Assessing the climate-scale variability of atmospheric rivers affecting western North America

A new method for automatic detection of atmospheric rivers (ARs) is developed and applied to an atmospheric reanalysis, yielding an extensive catalog of ARs land-falling along the west coast of North America during 1948-2017. This catalog provides a large array of variables that can be used to examine AR cases and their climate-scale variability in exceptional detail. The new record of AR activity, as presented, validated and examined here, provides a perspective on the seasonal cycle and the interannual-interdecadal variability of AR activity affecting the hydroclimate of western North America. Importantly, AR intensity does not exactly follow the climatological pattern of AR frequency. Strong links to hydroclimate are demonstrated using a high-resolution precipitation data set. We describe the seasonal progression of AR activity and diagnose linkages with climate variability expressed in Pacific sea surface temperatures, revealing links to Pacific decadal variability, recent regional anomalies, as well as a generally rising trend in land-falling AR activity.
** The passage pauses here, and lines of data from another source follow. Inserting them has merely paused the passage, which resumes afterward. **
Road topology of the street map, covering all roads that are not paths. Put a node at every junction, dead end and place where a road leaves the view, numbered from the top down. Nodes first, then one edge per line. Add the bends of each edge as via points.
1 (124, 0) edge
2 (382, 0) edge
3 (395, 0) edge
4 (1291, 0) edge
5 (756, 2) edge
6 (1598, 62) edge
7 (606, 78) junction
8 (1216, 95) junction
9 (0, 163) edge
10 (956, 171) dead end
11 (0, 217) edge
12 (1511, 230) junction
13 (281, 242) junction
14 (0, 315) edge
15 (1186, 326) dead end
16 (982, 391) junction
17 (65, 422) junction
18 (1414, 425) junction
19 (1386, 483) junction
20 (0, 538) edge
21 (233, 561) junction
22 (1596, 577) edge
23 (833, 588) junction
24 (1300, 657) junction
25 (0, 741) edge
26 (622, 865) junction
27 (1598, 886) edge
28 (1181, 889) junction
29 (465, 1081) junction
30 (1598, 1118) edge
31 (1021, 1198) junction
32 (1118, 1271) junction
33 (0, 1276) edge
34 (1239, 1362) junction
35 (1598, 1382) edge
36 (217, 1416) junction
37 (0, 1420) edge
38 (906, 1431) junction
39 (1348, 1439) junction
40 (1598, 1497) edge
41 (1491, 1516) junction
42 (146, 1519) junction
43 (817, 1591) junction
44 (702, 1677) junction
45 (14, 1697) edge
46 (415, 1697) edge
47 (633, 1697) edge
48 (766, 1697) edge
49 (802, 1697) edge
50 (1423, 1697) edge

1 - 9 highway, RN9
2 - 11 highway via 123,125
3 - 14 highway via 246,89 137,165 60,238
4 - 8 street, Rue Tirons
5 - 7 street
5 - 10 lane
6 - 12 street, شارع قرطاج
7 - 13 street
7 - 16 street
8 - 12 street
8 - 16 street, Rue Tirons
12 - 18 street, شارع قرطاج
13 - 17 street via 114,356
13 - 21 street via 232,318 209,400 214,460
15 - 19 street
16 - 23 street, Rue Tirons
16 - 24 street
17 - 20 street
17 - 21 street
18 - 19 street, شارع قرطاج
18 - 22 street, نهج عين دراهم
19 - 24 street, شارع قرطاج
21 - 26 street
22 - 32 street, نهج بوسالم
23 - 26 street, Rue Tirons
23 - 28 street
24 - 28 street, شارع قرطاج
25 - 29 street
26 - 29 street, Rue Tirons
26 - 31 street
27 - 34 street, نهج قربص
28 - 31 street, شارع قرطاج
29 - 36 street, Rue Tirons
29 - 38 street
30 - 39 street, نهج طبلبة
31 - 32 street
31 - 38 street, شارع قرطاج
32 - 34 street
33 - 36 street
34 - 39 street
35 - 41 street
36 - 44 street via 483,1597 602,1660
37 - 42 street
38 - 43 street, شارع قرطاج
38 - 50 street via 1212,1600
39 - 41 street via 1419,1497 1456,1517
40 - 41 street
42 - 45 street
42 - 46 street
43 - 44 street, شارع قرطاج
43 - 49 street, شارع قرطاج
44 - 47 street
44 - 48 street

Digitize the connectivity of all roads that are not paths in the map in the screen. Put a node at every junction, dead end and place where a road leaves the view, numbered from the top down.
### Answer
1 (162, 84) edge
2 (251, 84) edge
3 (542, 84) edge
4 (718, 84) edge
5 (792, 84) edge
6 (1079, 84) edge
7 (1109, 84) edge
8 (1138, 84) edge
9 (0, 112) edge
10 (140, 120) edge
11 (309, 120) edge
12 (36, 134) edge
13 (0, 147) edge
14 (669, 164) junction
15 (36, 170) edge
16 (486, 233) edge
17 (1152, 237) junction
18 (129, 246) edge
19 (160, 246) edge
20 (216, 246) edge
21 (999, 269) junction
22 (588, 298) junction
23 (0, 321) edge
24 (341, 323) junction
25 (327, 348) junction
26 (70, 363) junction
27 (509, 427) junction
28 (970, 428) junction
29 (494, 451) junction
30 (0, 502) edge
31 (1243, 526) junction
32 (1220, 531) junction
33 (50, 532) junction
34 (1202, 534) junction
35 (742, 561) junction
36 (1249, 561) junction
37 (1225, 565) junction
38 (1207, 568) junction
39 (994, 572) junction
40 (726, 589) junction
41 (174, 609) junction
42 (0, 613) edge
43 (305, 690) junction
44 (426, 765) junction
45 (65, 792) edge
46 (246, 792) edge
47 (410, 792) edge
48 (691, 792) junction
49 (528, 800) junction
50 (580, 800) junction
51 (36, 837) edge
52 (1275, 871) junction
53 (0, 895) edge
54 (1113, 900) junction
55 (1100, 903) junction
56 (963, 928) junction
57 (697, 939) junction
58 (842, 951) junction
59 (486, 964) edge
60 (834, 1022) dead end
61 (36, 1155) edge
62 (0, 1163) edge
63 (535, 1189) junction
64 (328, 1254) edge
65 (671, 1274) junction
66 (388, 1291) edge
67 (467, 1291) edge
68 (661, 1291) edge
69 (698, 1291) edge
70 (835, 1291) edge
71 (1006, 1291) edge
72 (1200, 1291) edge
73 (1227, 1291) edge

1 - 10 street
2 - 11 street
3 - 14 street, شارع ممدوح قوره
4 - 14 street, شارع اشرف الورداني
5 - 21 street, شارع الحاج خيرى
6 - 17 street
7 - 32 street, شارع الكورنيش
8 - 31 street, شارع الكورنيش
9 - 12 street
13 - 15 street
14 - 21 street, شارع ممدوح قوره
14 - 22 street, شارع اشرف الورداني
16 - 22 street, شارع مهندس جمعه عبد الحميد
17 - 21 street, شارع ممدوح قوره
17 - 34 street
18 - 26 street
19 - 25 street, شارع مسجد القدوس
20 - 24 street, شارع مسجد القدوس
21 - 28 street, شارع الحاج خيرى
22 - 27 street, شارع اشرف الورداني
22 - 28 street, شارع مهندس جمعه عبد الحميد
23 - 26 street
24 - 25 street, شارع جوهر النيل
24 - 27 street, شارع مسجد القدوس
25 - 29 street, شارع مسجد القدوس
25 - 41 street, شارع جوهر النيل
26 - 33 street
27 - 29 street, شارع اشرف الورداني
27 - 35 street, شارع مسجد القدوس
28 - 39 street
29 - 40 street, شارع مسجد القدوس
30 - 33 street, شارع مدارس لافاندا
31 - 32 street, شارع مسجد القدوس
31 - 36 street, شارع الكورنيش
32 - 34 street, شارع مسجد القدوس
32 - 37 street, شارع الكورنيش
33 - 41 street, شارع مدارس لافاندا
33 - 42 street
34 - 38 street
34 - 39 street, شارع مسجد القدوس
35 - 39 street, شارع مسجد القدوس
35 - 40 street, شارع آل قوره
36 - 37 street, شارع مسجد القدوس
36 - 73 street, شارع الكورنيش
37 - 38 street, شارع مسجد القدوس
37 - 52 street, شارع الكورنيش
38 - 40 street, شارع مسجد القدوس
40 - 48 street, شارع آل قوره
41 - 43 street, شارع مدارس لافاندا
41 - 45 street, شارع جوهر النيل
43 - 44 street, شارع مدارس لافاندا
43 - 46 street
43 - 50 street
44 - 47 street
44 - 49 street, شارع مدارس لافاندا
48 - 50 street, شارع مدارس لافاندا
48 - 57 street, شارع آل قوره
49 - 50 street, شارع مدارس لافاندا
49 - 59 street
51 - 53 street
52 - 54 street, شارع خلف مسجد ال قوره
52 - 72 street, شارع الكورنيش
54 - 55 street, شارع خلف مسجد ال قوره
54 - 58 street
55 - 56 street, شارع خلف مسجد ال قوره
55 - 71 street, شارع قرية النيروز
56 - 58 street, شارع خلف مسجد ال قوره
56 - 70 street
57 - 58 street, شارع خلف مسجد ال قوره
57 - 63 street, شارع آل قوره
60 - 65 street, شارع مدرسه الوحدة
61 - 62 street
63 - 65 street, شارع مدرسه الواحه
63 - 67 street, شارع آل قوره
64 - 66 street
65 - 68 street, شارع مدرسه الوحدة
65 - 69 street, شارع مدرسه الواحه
The latter trend is consistent with a long-term increase in vapor transport from the warming North Pacific onto the North American continent. The new catalog provides unprecedented opportunities to study the climate-scale behavior and predictability of ARs affecting western North America. Plain Language Summary We have created a new seven-decade-long catalog of atmospheric river behavior land-falling upon the west coast of North America. The catalog has been validated against independent precipitation observations to ensure that the atmospheric rivers represented therein are associated with extreme orographic precipitation. Our results clearly delineate a prominent role for atmospheric rivers in California's hydroclimate. Atmospheric river variability has been particularly important in the recent California drought as well as its most recent lapse. We also detect a long-term increasing trend in water vapor transport impinging on the west coast of North America associated with atmospheric rivers and overall wintertime water vapor transport associated with climate warming. Our results, moreover, suggest that potential predictability of seasonal behavior of atmospheric rivers may hinge on sources of climatic variability somewhat different from that of total water vapor transport.